Collected data entries
···

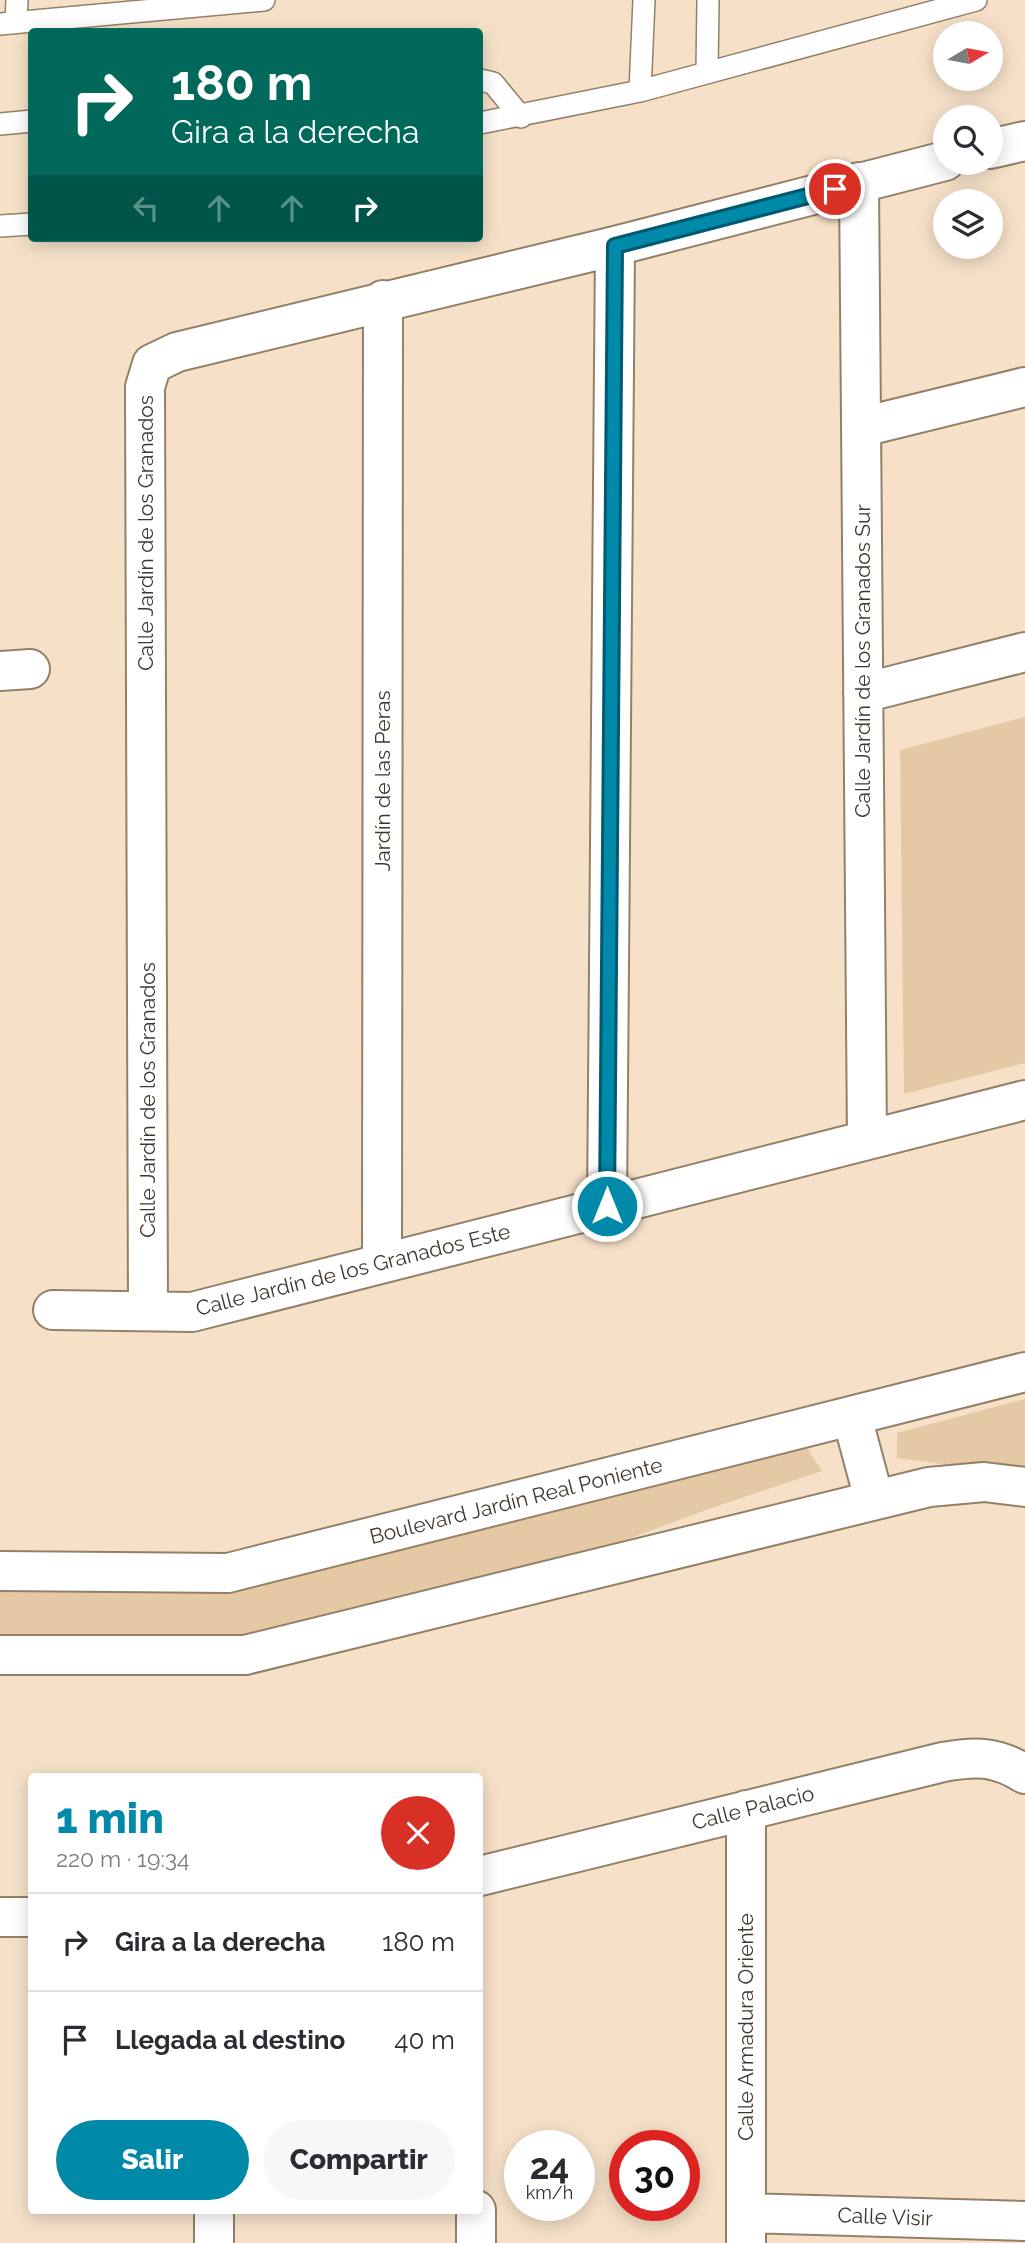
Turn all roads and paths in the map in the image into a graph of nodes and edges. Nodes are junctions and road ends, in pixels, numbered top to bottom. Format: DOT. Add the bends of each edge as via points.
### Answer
graph roads {
  1 [pos="17,0"];
  2 [pos="264,0"];
  3 [pos="644,0"];
  4 [pos="708,0"];
  5 [pos="976,0"];
  6 [pos="8,23"];
  7 [pos="707,72"];
  8 [pos="483,81"];
  9 [pos="640,91"];
  10 [pos="521,117"];
  11 [pos="28,121"];
  12 [pos="483,123"];
  13 [pos="0,124"];
  14 [pos="1025,141"];
  15 [pos="1003,146"];
  16 [pos="933,164"];
  17 [pos="859,182"];
  18 [pos="28,224"];
  19 [pos="0,226"];
  20 [pos="615,246"];
  21 [pos="383,300"];
  22 [pos="1025,387"];
  23 [pos="862,427"];
  24 [pos="1025,652"];
  25 [pos="863,693"];
  26 [pos="1025,1100"];
  27 [pos="867,1140"];
  28 [pos="607,1206"];
  29 [pos="382,1263"];
  30 [pos="54,1310"];
  31 [pos="148,1311"];
  32 [pos="1025,1373"];
  33 [pos="852,1417"];
  34 [pos="1025,1487"];
  35 [pos="874,1499"];
  36 [pos="0,1571"];
  37 [pos="0,1655"];
  38 [pos="1025,1774"];
  39 [pos="746,1810"];
  40 [pos="483,1875"];
  41 [pos="0,1917"];
  42 [pos="28,1917"];
  43 [pos="214,2214"];
  44 [pos="476,2214"];
  45 [pos="1025,2221"];
  46 [pos="746,2228"];
  47 [pos="214,2243"];
  48 [pos="476,2243"];
  1 -- 6 [label="lane"];
  2 -- 6 [label="lane"];
  3 -- 9 [label="lane"];
  4 -- 7 [label="lane"];
  5 -- 7 [label="lane"];
  7 -- 9 [label="lane"];
  8 -- 10 [label="lane" via="493,83"];
  9 -- 10 [label="lane"];
  10 -- 12 [label="lane"];
  11 -- 13 [label="lane"];
  14 -- 15 [label="street"];
  16 -- 17 [label="street, Calle Jardín de los Granados"];
  17 -- 20 [label="street, Calle Jardín de los Granados"];
  17 -- 23 [label="street, Calle Jardín de los Granados Sur"];
  18 -- 19 [label="lane"];
  20 -- 21 [label="street, Calle Jardín de los Granados"];
  20 -- 28 [label="street"];
  21 -- 29 [label="street, Jardín de las Peras"];
  21 -- 31 [label="street, Calle Jardín de los Granados" via="177,352 152,364 145,387"];
  22 -- 23 [label="street"];
  23 -- 25 [label="street, Calle Jardín de los Granados Sur"];
  24 -- 25 [label="street"];
  25 -- 27 [label="street, Calle Jardín de los Granados Sur"];
  26 -- 27 [label="street, Calle Jardín de los Granados Este"];
  27 -- 28 [label="street, Calle Jardín de los Granados Este"];
  28 -- 29 [label="street, Calle Jardín de los Granados Este"];
  29 -- 31 [label="street, Calle Jardín de los Granados Este" via="192,1312"];
  30 -- 31 [label="street, Calle Jardín de los Granados Este"];
  32 -- 33 [label="street, Boulevard Jardín Real Poniente"];
  33 -- 35 [label="street"];
  33 -- 36 [label="street, Boulevard Jardín Real Poniente" via="228,1573"];
  34 -- 35 [label="street" via="970,1483"];
  35 -- 37 [label="street" via="245,1655"];
  38 -- 39 [label="street, Calle Palacio" via="976,1756"];
  39 -- 40 [label="street, Calle Palacio"];
  39 -- 46 [label="street, Calle Armadura Oriente"];
  41 -- 42 [label="street"];
  43 -- 47 [label="street"];
  44 -- 48 [label="street"];
  45 -- 46 [label="street, Calle Visir"];
}
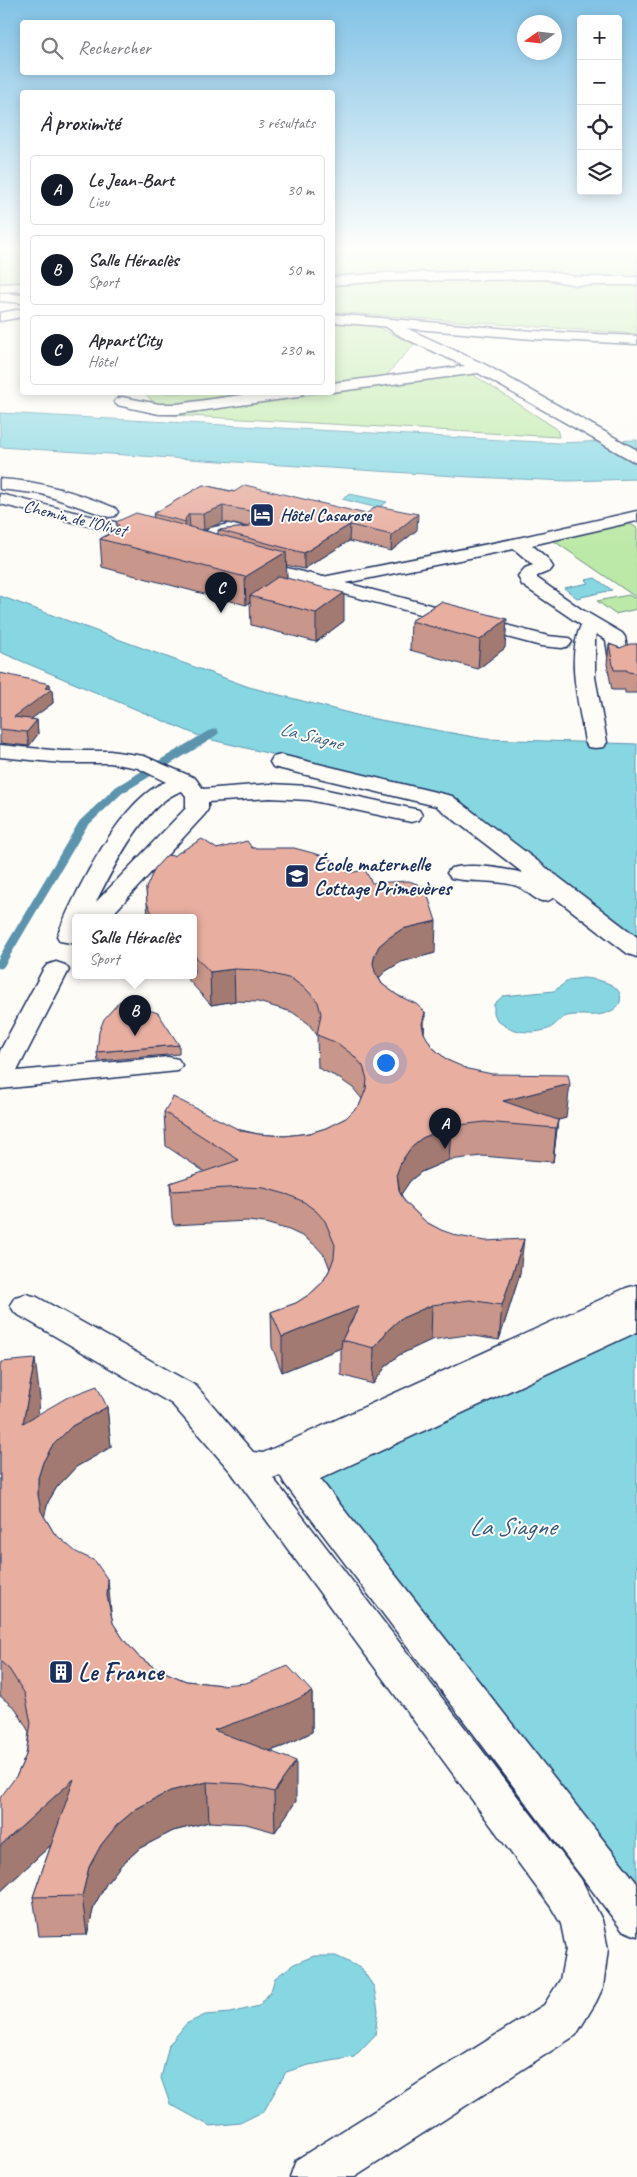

···

- **TASK PROMPT**
Could you repeat every record exactly as written, with the pictures left out?

- **EXPECTED ANSWER**
Turn all roads and paths in the map in the image into a graph of nodes and edges. Nodes are junctions and road ends, in pixels, numbered top to bottom. Format: DOT. Add the bends of each edge as via points.
### Answer
graph roads {
  1 [pos="17,0"];
  2 [pos="264,0"];
  3 [pos="644,0"];
  4 [pos="708,0"];
  5 [pos="976,0"];
  6 [pos="8,23"];
  7 [pos="707,72"];
  8 [pos="483,81"];
  9 [pos="640,91"];
  10 [pos="521,117"];
  11 [pos="28,121"];
  12 [pos="483,123"];
  13 [pos="0,124"];
  14 [pos="1025,141"];
  15 [pos="1003,146"];
  16 [pos="933,164"];
  17 [pos="859,182"];
  18 [pos="28,224"];
  19 [pos="0,226"];
  20 [pos="615,246"];
  21 [pos="383,300"];
  22 [pos="1025,387"];
  23 [pos="862,427"];
  24 [pos="1025,652"];
  25 [pos="863,693"];
  26 [pos="1025,1100"];
  27 [pos="867,1140"];
  28 [pos="607,1206"];
  29 [pos="382,1263"];
  30 [pos="54,1310"];
  31 [pos="148,1311"];
  32 [pos="1025,1373"];
  33 [pos="852,1417"];
  34 [pos="1025,1487"];
  35 [pos="874,1499"];
  36 [pos="0,1571"];
  37 [pos="0,1655"];
  38 [pos="1025,1774"];
  39 [pos="746,1810"];
  40 [pos="483,1875"];
  41 [pos="0,1917"];
  42 [pos="28,1917"];
  43 [pos="214,2214"];
  44 [pos="476,2214"];
  45 [pos="1025,2221"];
  46 [pos="746,2228"];
  47 [pos="214,2243"];
  48 [pos="476,2243"];
  1 -- 6 [label="lane"];
  2 -- 6 [label="lane"];
  3 -- 9 [label="lane"];
  4 -- 7 [label="lane"];
  5 -- 7 [label="lane"];
  7 -- 9 [label="lane"];
  8 -- 10 [label="lane" via="493,83"];
  9 -- 10 [label="lane"];
  10 -- 12 [label="lane"];
  11 -- 13 [label="lane"];
  14 -- 15 [label="street"];
  16 -- 17 [label="street, Calle Jardín de los Granados"];
  17 -- 20 [label="street, Calle Jardín de los Granados"];
  17 -- 23 [label="street, Calle Jardín de los Granados Sur"];
  18 -- 19 [label="lane"];
  20 -- 21 [label="street, Calle Jardín de los Granados"];
  20 -- 28 [label="street"];
  21 -- 29 [label="street, Jardín de las Peras"];
  21 -- 31 [label="street, Calle Jardín de los Granados" via="177,352 152,364 145,387"];
  22 -- 23 [label="street"];
  23 -- 25 [label="street, Calle Jardín de los Granados Sur"];
  24 -- 25 [label="street"];
  25 -- 27 [label="street, Calle Jardín de los Granados Sur"];
  26 -- 27 [label="street, Calle Jardín de los Granados Este"];
  27 -- 28 [label="street, Calle Jardín de los Granados Este"];
  28 -- 29 [label="street, Calle Jardín de los Granados Este"];
  29 -- 31 [label="street, Calle Jardín de los Granados Este" via="192,1312"];
  30 -- 31 [label="street, Calle Jardín de los Granados Este"];
  32 -- 33 [label="street, Boulevard Jardín Real Poniente"];
  33 -- 35 [label="street"];
  33 -- 36 [label="street, Boulevard Jardín Real Poniente" via="228,1573"];
  34 -- 35 [label="street" via="970,1483"];
  35 -- 37 [label="street" via="245,1655"];
  38 -- 39 [label="street, Calle Palacio" via="976,1756"];
  39 -- 40 [label="street, Calle Palacio"];
  39 -- 46 [label="street, Calle Armadura Oriente"];
  41 -- 42 [label="street"];
  43 -- 47 [label="street"];
  44 -- 48 [label="street"];
  45 -- 46 [label="street, Calle Visir"];
}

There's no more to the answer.